Forecasting

Pipeline snapshots by owner and period — the foundation of revenue forecasting.

Forecasting

A forecast is a frozen snapshot of pipeline at a moment in time. One record per owner per period — typically one per sales rep per quarter or per month. You build a trend (“how did our Q3 number change week-over-week?”) by stacking snapshots, not by re-reading live opportunity data.

This page is about the forecast object that stores those snapshots. For the AI conversation that generates a forecast narrative, see AI Copilot → Revenue Forecasting.

What lives on a forecast record

SectionFields
PeriodOwner, period (month / quarter), period start. Period end and the friendly label (e.g. Q3 2026) are derived.
NumbersQuota, pipeline amount, best-case amount, commit amount, closed amount.
Sourcescheduled (nightly job), ai (Copilot-generated), manual (rep entry).
NarrativeOptional commentary — what changed, what's at risk, what to ask in the next 1:1.

Pipeline, best-case, commit and closed are independent buckets — they answer different questions:

  • Pipeline — every open deal in this period, regardless of confidence.
  • Best case — deals the rep believes are winnable with a stretch effort.
  • Commit — deals the rep is willing to put their name on (≥ 80% probability by convention).
  • Closed — already won; cannot move.

How periods are derived

You enter period and period_start; the system computes the rest. For a quarterly forecast starting 2026-07-01:

  • period_end → 2026-09-30
  • period_labelQ3 2026

So you'll never see a record labelled “2026-07-01 through ???” — only the human label. The list view and dashboards group by period_label directly.

How forecasts get created

There are three sources, recorded in the source field:

  1. Scheduled — a nightly job (built on the platform's flow engine) snapshots every rep's pipeline. This is the spine of the historical trend.
  2. AI — the Copilot skill generates a forecast from current pipeline + recent stage moves + similar past deals. The conversation transcript is stored alongside the record.
  3. Manual — a manager enters a number directly. Used for adjustments and overrides.
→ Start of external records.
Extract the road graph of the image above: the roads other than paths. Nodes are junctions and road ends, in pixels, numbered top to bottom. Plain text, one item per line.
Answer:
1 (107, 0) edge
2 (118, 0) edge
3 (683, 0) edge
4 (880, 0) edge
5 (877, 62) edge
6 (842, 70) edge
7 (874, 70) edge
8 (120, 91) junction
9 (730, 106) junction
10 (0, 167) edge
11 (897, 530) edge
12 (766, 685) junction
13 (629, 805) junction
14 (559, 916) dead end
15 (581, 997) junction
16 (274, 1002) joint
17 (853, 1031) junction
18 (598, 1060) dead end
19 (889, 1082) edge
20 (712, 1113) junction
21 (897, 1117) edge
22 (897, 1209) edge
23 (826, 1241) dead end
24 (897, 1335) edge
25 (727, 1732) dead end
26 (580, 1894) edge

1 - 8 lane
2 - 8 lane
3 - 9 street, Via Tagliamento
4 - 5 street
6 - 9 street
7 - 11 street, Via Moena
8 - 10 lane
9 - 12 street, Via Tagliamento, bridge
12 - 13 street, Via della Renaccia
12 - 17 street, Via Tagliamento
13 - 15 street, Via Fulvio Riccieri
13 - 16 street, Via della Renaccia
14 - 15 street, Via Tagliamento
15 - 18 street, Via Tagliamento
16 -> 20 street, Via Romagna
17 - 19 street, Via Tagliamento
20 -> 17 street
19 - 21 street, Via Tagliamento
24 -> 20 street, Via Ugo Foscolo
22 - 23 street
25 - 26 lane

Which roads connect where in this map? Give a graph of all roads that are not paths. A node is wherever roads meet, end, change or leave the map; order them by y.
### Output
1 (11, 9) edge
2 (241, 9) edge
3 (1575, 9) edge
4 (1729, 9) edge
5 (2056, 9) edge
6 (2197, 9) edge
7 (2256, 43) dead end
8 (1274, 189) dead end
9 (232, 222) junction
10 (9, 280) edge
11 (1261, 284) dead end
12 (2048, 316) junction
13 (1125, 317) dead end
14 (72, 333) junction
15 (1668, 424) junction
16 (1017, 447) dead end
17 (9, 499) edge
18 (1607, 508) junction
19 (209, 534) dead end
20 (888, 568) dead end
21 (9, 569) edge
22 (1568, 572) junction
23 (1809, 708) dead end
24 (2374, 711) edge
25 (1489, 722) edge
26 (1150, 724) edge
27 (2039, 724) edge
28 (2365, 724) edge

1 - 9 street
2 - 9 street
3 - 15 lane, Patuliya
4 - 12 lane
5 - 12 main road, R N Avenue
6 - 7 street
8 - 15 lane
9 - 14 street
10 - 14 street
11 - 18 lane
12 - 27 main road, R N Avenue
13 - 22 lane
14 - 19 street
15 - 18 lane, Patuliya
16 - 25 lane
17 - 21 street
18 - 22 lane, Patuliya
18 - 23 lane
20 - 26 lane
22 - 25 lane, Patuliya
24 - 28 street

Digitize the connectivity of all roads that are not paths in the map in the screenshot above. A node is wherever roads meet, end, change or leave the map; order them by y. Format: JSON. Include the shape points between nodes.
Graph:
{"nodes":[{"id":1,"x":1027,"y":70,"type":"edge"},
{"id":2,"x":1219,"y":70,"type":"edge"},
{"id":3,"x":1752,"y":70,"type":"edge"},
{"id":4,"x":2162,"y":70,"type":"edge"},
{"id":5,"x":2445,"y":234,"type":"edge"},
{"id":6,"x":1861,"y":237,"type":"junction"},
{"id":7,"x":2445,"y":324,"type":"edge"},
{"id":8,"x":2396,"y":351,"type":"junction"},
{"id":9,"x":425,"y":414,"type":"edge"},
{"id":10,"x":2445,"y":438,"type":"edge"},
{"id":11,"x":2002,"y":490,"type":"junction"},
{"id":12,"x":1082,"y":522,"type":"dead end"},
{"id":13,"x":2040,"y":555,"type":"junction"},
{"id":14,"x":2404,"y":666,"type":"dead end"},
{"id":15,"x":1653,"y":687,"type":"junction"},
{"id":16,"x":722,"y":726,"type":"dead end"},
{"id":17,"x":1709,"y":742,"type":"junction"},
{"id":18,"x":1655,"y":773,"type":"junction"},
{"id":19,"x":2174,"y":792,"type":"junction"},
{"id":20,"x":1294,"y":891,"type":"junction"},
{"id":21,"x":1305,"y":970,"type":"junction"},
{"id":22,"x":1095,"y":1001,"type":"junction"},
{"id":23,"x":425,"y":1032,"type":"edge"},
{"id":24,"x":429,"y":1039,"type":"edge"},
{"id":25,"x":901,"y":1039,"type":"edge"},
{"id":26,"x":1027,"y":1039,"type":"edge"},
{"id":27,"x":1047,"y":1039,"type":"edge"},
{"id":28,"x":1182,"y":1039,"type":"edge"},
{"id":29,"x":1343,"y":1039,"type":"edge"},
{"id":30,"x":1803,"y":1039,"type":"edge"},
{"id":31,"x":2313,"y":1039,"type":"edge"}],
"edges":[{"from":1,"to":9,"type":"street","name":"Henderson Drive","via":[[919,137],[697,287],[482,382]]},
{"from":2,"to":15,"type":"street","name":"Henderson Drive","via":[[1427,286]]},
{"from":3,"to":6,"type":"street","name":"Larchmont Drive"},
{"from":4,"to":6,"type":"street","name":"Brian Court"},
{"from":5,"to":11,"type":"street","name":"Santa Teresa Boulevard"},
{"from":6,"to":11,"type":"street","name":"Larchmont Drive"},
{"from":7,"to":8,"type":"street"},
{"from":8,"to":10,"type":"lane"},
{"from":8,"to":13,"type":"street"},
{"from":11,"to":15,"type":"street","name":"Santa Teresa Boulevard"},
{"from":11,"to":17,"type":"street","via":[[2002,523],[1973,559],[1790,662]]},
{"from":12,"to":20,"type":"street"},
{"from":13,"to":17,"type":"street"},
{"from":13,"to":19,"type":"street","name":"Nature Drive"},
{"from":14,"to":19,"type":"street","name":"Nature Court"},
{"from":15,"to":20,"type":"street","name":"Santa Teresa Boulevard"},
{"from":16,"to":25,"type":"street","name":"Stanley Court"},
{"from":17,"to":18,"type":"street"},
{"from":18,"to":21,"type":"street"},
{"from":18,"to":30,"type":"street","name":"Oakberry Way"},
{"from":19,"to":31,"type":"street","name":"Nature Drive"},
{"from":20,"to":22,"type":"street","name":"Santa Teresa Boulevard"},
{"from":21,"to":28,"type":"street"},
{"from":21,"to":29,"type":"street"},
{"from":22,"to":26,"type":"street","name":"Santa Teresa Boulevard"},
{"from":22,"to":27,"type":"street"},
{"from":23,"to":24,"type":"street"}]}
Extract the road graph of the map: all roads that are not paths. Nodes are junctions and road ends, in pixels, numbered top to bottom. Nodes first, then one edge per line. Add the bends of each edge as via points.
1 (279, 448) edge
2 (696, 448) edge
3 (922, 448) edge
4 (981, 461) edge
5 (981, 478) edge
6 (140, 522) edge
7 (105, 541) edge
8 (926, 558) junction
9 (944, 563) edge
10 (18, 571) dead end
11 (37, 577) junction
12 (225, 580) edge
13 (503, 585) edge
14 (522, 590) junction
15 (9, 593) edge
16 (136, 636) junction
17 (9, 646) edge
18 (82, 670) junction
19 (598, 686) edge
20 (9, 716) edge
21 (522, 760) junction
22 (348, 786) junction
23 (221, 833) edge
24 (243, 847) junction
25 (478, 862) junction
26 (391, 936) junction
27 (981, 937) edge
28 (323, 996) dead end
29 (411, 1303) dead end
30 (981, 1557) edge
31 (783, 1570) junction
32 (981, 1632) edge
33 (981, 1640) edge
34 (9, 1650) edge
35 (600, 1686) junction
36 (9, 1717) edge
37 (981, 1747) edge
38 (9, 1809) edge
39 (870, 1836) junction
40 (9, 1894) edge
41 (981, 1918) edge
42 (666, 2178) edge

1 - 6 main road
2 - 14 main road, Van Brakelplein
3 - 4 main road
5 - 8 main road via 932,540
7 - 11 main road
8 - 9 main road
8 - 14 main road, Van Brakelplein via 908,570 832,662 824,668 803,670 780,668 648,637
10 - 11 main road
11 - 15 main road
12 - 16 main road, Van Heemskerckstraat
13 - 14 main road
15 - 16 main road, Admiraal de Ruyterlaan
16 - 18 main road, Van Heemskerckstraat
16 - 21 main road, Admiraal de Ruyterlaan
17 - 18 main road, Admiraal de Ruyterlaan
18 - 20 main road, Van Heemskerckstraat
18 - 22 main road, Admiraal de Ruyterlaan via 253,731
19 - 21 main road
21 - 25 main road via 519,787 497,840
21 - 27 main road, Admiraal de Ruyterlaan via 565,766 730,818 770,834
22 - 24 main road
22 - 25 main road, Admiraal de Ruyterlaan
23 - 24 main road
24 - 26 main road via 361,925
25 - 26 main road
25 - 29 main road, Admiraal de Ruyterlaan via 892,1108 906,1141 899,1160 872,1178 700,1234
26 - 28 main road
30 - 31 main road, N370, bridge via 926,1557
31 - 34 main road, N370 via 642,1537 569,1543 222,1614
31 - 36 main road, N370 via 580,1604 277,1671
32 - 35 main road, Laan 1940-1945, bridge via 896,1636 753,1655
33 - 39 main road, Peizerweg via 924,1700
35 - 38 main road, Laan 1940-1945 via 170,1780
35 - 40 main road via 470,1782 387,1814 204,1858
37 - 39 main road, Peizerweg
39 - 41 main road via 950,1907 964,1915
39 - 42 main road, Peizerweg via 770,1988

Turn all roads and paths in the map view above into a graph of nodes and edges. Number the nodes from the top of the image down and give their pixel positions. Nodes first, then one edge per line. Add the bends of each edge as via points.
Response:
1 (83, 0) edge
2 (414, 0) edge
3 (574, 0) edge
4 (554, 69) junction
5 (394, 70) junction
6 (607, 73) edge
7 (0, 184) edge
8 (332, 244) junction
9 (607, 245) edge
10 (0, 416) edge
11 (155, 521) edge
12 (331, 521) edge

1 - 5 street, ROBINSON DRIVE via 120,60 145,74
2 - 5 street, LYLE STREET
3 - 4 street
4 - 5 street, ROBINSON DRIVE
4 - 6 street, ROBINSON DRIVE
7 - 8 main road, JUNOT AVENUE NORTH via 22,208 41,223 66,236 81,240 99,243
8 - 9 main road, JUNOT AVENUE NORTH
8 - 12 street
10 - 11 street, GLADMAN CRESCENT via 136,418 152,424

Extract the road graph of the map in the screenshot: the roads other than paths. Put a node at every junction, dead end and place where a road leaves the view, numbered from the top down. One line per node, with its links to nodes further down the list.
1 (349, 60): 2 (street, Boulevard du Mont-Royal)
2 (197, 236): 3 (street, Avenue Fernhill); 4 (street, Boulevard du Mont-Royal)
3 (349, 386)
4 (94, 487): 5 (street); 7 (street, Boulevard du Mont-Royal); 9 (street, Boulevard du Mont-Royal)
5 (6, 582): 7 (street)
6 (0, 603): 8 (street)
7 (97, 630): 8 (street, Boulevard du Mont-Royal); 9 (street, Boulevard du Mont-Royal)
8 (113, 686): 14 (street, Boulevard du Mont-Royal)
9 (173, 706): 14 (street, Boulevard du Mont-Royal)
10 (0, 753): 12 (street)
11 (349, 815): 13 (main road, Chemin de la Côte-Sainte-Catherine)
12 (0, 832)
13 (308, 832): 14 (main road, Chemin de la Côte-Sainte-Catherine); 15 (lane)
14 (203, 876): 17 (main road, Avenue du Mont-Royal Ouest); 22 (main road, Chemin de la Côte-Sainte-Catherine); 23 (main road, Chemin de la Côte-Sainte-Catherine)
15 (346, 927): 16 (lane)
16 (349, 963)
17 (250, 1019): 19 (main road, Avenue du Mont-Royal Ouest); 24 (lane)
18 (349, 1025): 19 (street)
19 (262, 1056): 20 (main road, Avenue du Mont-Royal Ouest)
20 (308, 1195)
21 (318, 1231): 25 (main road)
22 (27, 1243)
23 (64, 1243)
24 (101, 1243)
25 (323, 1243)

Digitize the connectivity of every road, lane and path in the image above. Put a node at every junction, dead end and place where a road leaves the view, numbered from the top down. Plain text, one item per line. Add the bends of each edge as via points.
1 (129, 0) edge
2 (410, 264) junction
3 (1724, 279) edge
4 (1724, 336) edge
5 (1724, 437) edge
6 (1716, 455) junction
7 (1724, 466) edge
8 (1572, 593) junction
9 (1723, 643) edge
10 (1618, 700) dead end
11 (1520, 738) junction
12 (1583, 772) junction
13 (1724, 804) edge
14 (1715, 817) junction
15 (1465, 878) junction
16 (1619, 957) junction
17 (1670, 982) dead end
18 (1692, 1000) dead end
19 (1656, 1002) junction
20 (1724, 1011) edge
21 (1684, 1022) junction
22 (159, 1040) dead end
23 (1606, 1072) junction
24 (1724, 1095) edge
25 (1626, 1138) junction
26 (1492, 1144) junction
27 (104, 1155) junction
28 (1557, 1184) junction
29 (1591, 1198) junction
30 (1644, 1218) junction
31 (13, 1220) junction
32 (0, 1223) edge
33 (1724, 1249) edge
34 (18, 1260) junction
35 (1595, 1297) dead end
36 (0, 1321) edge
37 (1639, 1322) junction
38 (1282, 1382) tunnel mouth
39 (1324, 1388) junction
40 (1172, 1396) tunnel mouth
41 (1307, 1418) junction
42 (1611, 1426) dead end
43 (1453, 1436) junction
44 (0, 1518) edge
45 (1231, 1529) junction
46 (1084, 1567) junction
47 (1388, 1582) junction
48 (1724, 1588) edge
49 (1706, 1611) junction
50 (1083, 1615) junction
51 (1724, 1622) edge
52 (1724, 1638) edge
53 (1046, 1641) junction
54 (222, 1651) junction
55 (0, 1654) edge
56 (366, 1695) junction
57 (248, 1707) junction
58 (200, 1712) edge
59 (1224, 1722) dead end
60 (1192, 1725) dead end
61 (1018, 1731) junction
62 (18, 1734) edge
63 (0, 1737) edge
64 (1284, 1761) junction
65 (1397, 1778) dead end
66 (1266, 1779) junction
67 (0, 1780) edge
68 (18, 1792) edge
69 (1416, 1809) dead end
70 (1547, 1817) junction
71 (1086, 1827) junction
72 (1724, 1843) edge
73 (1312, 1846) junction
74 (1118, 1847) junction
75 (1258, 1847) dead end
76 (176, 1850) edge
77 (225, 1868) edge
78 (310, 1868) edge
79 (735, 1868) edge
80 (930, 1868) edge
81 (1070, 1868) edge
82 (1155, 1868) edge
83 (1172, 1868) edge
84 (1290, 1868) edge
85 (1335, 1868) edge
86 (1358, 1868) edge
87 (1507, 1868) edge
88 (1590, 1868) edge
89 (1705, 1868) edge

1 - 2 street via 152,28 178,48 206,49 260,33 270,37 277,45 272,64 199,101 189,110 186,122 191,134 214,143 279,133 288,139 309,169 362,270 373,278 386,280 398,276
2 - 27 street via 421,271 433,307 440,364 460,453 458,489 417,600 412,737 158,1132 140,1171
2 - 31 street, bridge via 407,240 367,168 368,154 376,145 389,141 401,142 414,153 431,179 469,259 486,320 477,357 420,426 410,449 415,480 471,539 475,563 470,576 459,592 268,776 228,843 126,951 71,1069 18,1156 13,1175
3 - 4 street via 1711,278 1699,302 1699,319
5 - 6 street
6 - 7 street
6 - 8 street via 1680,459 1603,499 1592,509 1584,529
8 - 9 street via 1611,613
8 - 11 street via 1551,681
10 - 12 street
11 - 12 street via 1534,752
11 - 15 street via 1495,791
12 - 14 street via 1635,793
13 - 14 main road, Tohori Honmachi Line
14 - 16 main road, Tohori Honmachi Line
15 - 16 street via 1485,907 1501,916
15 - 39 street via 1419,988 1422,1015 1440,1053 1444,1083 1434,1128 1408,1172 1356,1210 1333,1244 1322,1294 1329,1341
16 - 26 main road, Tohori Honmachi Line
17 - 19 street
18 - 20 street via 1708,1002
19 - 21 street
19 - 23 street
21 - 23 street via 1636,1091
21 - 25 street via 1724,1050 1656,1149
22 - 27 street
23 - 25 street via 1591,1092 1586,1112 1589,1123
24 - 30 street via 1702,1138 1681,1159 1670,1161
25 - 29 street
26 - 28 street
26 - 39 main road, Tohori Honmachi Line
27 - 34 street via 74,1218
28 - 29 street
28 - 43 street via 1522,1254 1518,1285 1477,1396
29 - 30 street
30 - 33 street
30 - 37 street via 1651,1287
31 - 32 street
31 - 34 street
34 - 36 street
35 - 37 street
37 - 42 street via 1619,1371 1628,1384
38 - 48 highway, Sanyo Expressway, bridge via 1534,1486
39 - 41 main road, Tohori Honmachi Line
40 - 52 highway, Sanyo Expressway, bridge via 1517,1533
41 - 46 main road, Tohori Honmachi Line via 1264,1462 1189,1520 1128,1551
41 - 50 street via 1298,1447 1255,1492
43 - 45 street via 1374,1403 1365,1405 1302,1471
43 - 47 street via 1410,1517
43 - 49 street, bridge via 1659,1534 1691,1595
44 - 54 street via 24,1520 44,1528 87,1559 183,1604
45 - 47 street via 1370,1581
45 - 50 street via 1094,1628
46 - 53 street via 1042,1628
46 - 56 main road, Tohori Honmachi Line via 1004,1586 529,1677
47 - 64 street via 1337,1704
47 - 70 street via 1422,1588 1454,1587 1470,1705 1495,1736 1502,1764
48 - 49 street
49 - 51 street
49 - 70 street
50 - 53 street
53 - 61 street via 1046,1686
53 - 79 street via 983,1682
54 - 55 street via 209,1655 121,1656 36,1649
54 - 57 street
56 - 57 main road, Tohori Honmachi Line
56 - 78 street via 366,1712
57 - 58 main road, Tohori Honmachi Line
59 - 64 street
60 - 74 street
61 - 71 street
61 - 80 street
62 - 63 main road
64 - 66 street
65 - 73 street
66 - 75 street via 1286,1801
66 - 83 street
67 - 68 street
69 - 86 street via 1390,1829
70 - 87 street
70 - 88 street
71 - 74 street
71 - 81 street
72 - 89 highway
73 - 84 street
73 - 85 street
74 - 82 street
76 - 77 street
You can have all three for the same owner/period — they sit next to each other in the trend chart, so disagreements are visible.

What you do with them

  • Roll-up dashboards — Sales dashboard groups by period_label and sums commit_amount across the team.
  • Trend — pick an owner and a period and chart commit_amount over the created_at of every snapshot. Sudden drops trigger the “why did commit fall ¥800k this week?” conversation.
  • Attainmentclosed_amount / quota is computed in the report layer; no dedicated field.
  • AI grounding — the AI agent reads recent snapshots to ground its narrative in real movement, not imagined deals.

Who can edit

Forecasts inherit the standard CRM permission model:

  • Sales reps see and edit their own forecasts.
  • Sales managers see and edit forecasts for everyone in their territory (via the role hierarchy).
  • Sales operations see all forecasts and can override any number.
  • All edits are tracked in the platform audit log — every commit change is attributed and time-stamped.

Common questions

Should I snapshot weekly or just at quarter-end? Weekly. The whole value of forecasts is the trend, and a single snapshot at quarter-end tells you nothing.

What happens if a rep moves a deal between snapshots? Both snapshots are preserved. The next dashboard refresh shows the new number; the trend chart shows the old one as a historical point.

Can a forecast roll up from opportunities automatically? The numbers you put on the snapshot are whatever you want them to be — usually computed by your flow or your AI agent from live opportunities. The object itself doesn't recompute them; it preserves the value at the moment of the snapshot, on purpose.

How does this differ from a saved report? A report runs against current data. A forecast is a frozen number — even six months later, looking at last quarter's commit will give you the number the rep was on the hook for, not a number recomputed from records that have since moved.